My first step was to design a quilt top that would give everything I needed to do the assignment. I began with the striped fabric in the center of the block. I selected a simple eight point star design, similar to Leah's choice of cheater cloth. I made sure to include a solid fabric where a marked pattern could be shown off. I also selected a border fabric that would provide lots of pattern to follow with contour lines.

The Full Design

When possible it is best to start machine quilting in the middle of a quilt, so that is what I did. I quilted in the ditch around the striped square and then around the pieced star. By starting in a corner I never had to go over a line of quilting, however, once I started going up and down the stripes with my quilting line I did travel stitch along the tops and bottoms of the bars in order to avoid ending and restarting my thread.

Close-up of Border, Man in the Moon and Stitch in the Ditch

The close-up image above shows my almost in the ditch but slightly off stitching as I free motioned my way around the star and up and down the bar of the stripes. It also allows you to see the contour stitching around the  flower elements in the border. I had selected a sage green thread for my quilting. In hindsight I might have opted to change threads for the border and use black in order to better blend in with the background fabric.

Close-up of Stars

The last step was to mark the open areas with a design and follow the marked lines. I chose a man in the moon pattern designed by Hari Walner. I tried tracing the image onto the fabric using a graphite tracing paper. The resulting line wasn't clear enough for me to see. I opted to draw the pattern free hand directly on the quilt with a #2 pencil. The 3 stars were also hand drawn, but I just looped them together free hand with the machine.

From a distance of two feet or so my quilting appears to the follow the lines. It is only nose to quilt where the wobbles become evident. Where my biggest struggle comes and has always come is marking the quilt. I need high contrast, strong marks to follow a line. I don't immerse my quilts, so drawing on a water soluble tear away product won't work. I've tried tracing paper, but picking out the bits of paper that invariably get left behind is a bear. Does anyone have a marking solution?

The lesson I learned from this assignment is that my stitches tend to be small as I follow a line. I worked hard at slowing my pedal speed in order to get some length to the stitches, but I just couldn't seem to go slow enough.

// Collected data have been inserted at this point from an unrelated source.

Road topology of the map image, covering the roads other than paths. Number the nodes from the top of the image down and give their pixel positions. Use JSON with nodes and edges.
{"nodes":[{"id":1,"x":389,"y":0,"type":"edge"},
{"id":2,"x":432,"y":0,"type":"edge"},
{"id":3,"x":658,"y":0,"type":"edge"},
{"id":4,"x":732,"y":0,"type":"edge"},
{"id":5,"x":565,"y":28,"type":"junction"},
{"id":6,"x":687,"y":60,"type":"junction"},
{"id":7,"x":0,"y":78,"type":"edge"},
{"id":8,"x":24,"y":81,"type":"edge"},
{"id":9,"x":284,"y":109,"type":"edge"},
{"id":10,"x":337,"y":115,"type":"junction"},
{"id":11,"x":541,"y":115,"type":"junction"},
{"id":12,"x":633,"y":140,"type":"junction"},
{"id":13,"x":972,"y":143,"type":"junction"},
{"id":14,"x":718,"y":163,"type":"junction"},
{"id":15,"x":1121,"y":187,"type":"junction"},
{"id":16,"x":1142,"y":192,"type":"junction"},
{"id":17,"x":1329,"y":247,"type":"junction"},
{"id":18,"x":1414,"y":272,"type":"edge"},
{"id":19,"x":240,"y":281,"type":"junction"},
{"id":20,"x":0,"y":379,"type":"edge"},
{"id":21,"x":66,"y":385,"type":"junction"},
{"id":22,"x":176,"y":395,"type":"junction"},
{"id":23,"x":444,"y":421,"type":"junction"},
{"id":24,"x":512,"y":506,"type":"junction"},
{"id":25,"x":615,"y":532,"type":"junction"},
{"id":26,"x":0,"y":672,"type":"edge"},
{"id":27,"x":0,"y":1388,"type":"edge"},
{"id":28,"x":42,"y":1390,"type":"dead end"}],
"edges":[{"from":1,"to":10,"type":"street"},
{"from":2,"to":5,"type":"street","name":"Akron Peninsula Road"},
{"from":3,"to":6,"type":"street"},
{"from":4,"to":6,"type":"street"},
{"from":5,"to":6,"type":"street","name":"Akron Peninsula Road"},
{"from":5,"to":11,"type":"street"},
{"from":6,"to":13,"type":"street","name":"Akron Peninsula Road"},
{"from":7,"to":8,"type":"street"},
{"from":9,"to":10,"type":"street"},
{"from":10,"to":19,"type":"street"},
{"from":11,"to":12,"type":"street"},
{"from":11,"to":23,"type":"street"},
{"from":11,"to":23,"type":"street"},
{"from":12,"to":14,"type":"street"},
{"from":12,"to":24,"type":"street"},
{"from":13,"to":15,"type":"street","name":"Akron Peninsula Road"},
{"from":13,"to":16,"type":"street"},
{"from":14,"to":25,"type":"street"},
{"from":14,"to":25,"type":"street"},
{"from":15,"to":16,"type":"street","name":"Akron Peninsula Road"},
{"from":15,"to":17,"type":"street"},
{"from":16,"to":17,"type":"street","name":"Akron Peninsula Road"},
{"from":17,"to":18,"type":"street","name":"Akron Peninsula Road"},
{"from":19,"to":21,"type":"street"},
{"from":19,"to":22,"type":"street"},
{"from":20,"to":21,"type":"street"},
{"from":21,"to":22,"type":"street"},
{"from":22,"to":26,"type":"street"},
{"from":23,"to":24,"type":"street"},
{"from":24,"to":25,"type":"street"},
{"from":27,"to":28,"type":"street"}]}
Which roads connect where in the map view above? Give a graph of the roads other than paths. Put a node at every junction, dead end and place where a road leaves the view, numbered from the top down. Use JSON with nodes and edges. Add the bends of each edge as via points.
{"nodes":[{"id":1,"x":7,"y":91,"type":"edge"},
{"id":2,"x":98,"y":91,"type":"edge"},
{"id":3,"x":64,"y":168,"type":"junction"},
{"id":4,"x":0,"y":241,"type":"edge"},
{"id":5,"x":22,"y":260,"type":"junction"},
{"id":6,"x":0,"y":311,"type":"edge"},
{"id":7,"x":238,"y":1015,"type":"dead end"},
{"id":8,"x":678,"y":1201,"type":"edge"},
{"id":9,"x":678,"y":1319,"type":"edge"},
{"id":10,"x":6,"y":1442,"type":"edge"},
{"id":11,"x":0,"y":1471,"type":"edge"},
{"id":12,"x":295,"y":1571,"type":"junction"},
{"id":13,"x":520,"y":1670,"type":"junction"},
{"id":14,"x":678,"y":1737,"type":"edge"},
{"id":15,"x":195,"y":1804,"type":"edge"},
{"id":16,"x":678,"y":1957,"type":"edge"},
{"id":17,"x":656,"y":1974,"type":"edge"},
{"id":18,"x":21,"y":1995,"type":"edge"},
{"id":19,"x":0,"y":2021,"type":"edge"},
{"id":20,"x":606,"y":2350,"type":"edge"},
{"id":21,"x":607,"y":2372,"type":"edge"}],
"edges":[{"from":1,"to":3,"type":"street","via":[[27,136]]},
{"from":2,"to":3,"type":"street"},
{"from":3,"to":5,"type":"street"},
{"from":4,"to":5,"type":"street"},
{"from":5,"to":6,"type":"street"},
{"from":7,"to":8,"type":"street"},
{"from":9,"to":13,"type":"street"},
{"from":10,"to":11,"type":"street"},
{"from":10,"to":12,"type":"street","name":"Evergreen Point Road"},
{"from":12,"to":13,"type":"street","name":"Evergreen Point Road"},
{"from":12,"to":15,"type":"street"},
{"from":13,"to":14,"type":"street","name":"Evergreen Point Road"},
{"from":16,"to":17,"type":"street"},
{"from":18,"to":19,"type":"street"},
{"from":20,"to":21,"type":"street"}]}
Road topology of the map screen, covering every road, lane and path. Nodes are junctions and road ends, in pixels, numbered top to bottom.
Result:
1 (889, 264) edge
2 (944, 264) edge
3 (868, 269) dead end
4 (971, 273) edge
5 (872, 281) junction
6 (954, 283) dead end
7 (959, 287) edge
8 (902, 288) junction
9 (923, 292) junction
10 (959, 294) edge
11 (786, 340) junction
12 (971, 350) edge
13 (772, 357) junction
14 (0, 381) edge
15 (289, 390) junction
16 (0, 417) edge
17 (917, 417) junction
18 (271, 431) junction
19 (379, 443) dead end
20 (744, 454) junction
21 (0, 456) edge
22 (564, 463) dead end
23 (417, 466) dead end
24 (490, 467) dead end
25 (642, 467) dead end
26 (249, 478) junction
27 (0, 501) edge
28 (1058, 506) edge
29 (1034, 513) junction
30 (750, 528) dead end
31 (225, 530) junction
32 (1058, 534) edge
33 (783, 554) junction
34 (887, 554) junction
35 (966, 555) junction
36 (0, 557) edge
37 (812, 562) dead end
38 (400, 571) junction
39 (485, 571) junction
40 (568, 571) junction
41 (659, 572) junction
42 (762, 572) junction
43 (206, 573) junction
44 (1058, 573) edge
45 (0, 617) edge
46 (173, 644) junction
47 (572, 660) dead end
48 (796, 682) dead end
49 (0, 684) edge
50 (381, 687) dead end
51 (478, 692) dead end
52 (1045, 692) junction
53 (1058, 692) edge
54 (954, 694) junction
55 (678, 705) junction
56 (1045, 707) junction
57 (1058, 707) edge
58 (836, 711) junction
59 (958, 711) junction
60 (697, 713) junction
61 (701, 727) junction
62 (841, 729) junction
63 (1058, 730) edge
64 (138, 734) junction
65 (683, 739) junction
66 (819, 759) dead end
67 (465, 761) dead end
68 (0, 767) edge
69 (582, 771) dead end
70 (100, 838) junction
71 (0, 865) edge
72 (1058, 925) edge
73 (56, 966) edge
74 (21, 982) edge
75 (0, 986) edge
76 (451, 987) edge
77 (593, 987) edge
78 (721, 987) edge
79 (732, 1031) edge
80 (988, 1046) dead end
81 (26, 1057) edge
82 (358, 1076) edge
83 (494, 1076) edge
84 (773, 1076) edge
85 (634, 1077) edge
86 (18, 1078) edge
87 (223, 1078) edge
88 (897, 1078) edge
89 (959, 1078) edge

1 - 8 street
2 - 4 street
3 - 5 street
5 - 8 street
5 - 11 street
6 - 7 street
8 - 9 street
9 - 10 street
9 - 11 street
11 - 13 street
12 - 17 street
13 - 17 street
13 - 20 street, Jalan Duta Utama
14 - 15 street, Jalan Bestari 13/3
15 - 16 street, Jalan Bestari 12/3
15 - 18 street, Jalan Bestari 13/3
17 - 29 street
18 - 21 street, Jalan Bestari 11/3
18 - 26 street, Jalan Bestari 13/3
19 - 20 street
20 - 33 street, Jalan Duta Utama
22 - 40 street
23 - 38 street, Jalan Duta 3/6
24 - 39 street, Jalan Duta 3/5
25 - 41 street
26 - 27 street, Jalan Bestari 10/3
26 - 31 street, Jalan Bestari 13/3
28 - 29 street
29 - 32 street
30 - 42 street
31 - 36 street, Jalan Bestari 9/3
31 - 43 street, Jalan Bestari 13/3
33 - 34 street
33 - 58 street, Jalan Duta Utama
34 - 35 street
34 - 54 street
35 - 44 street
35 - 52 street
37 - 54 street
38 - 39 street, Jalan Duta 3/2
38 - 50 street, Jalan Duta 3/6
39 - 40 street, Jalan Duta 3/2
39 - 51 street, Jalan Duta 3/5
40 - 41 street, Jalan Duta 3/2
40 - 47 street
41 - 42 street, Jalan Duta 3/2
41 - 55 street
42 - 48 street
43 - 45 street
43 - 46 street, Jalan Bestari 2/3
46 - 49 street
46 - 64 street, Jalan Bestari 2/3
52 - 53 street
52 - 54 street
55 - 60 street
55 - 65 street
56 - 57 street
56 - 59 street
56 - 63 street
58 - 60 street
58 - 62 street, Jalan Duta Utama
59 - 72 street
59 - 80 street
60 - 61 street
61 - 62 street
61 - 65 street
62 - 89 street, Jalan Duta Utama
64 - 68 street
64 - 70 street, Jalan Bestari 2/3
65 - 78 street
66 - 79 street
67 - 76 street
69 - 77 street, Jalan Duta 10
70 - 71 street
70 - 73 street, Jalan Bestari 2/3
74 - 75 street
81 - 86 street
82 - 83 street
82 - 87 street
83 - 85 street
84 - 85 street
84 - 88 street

  1. Eh, a little wobble here and there, no one will ever know but you. Looks great! I like chalk and the water soluble pens. I don't immerse my quilts either. I just spritz with a water bottle. When It dries, if I need to do it again, I do.I prefer the chalk whenever possible because it just goes away! But hey, I am by no means an expert!:)

  2. Chalk and water soluble pens are favorites of mine, too. However, when I have a line drawing I want to trace onto the quilt, especially as an afterthought once the quilt is sandwiched, these tools won't work.

  3. Awesome job quilting. I love your marked designs!

  4. Great results. I know the wobble syndrome!

  5. I use the water soluble blue marker (made by Clover). It works great as long as the fabric is not too dark. Then I use a white fabric pencil. Looks nice. Thanks for sharing.

  6. Seems we all arrive a the water soluble pen or chalk. My favorite chalk is Clover's Chaukoliner - or something like that. It works best for long straight lines against a ruler. At least I can see the line!

  7. Your stitches are looking terrific! I really wouldn't aim to make them bigger - they're already just right. Great job!

  8. How very reassuring, Leah. I find that the more intricate the movement the tinier my stitches become. Not a problem if I don't have to rip them out. Like you, it is a rare, rare day when I can't find a work around to cover up a wobble or gap. :) Much easier than unstitching.